HS2 considering future of ‘no prior knowledge’ compensation requirement

Homeowners affected by HS2 may be entitled to compensation even if they bought their property knowing it could be affected by the high-speed rail project, the chairman of HS2 has said.

As part of ongoing efforts to address concerns that HS2 is failing to engage with residents along the rail line, Deborah Fazan, the residents’ commissioner, recommended that its compensation arrangements be reviewed.

In particular, she said that a requirement for residents to prove they had ‘no prior knowledge’ of the scheme when they bought their property, intended to prevent the scheme being exploited, was leading to a lower-than-expected rate of compensation being approved.

In his response to Fazan’s report, David Higgins, the chair of HS2 Ltd, said: “It is a complex issue but we are having ongoing discussions with the mortgage industry and the DfT to see if the ‘no prior knowledge’ criterion can be improved in future.”

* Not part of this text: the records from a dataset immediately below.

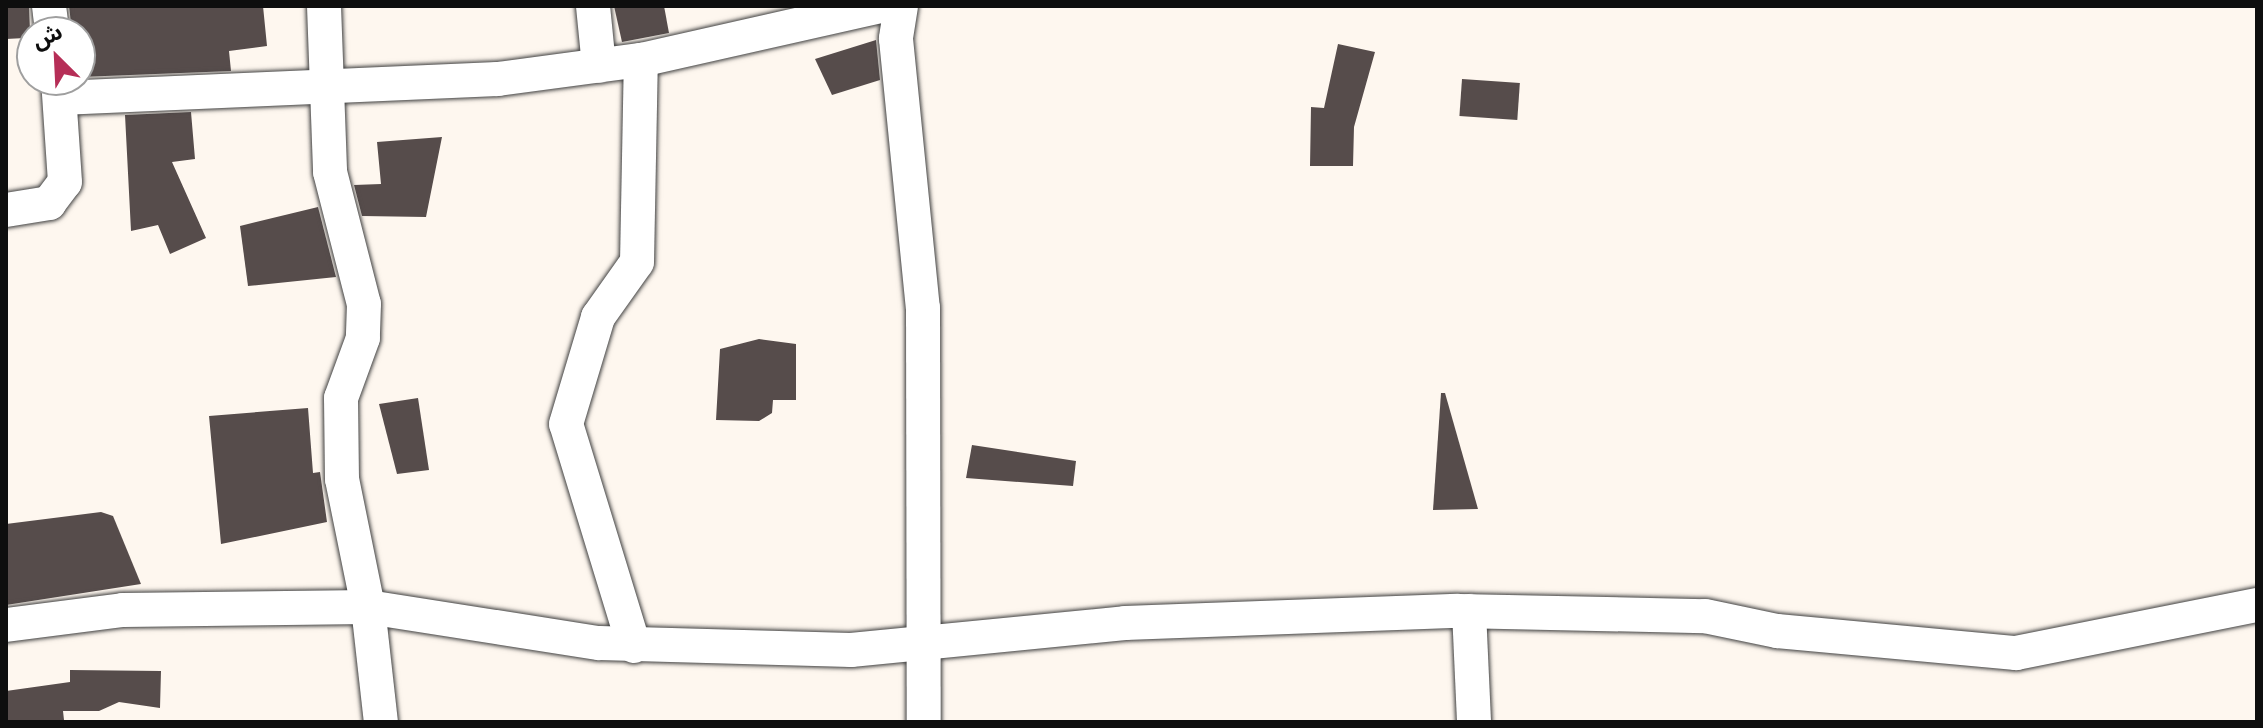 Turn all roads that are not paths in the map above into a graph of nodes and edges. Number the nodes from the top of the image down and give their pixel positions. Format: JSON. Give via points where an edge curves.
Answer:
{"nodes":[{"id":1,"x":324,"y":6,"type":"edge"},
{"id":2,"x":593,"y":6,"type":"edge"},
{"id":3,"x":880,"y":6,"type":"edge"},
{"id":4,"x":901,"y":6,"type":"edge"},
{"id":5,"x":641,"y":60,"type":"junction"},
{"id":6,"x":599,"y":66,"type":"junction"},
{"id":7,"x":328,"y":88,"type":"junction"},
{"id":8,"x":96,"y":89,"type":"edge"},
{"id":9,"x":59,"y":96,"type":"edge"},
{"id":10,"x":6,"y":210,"type":"edge"},
{"id":11,"x":2257,"y":605,"type":"edge"},
{"id":12,"x":368,"y":607,"type":"junction"},
{"id":13,"x":1469,"y":611,"type":"junction"},
{"id":14,"x":6,"y":625,"type":"edge"},
{"id":15,"x":923,"y":645,"type":"junction"},
{"id":16,"x":634,"y":646,"type":"junction"},
{"id":17,"x":381,"y":722,"type":"edge"},
{"id":18,"x":924,"y":722,"type":"edge"},
{"id":19,"x":1474,"y":722,"type":"edge"}],
"edges":[{"from":1,"to":7,"type":"street"},
{"from":2,"to":6,"type":"street"},
{"from":3,"to":5,"type":"street"},
{"from":4,"to":15,"type":"street","via":[[896,39],[923,308]]},
{"from":5,"to":6,"type":"street"},
{"from":5,"to":16,"type":"street","via":[[637,262],[598,317],[566,424]]},
{"from":6,"to":7,"type":"street"},
{"from":7,"to":8,"type":"street"},
{"from":7,"to":12,"type":"street","via":[[330,172],[364,304],[363,338],[341,398],[340,429],[342,479]]},
{"from":9,"to":10,"type":"street","via":[[65,182],[49,203]]},
{"from":11,"to":13,"type":"street","via":[[2016,653],[1777,631],[1705,616]]},
{"from":12,"to":14,"type":"street","via":[[123,610]]},
{"from":12,"to":16,"type":"street"},
{"from":12,"to":17,"type":"street"},
{"from":13,"to":15,"type":"street","via":[[1125,623]]},
{"from":13,"to":19,"type":"street"},
{"from":15,"to":16,"type":"street"},
{"from":15,"to":18,"type":"street"}]}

Fazan also criticised the scheme for not doing enough to engage with residents, with no outreach meetings planned beyond April this year.

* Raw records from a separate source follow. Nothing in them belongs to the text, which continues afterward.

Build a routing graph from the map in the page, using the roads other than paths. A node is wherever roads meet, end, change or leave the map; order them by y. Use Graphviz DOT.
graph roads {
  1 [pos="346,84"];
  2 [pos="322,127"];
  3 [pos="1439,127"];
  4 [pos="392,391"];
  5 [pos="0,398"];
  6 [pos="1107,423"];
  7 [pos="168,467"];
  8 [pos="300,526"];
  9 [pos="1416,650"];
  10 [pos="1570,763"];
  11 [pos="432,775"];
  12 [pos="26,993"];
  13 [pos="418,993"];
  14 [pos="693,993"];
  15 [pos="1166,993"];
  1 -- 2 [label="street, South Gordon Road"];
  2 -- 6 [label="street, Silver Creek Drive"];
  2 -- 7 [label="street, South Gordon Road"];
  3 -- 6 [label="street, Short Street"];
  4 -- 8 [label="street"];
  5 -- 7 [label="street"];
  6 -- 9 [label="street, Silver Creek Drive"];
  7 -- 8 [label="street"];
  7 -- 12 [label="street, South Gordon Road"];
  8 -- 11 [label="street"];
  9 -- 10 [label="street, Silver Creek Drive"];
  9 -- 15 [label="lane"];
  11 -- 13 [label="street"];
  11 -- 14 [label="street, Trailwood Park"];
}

Higgins said that a new awareness-raising campaign, launched this month, has made contact with over 100,000 properties through leaflets, posters, Facebook advertising and stakeholder briefings.

He said HS2 would apply what it had learned from the campaign to future outreach efforts.

Higgins concluded: “It has been a positive period of growth and evolution for our community engagement activity, not least for property-related issues. At the same time, we recognise that more can always be done to help communities affected by HS2 in preparing for its potential impact and accessing the support available.

“The scale and range of our engagement programme will need to continue its upward trajectory as we approach Royal Assent and beyond, and we welcome the challenge.”

(Image c. Rui Vieira from PA Wire)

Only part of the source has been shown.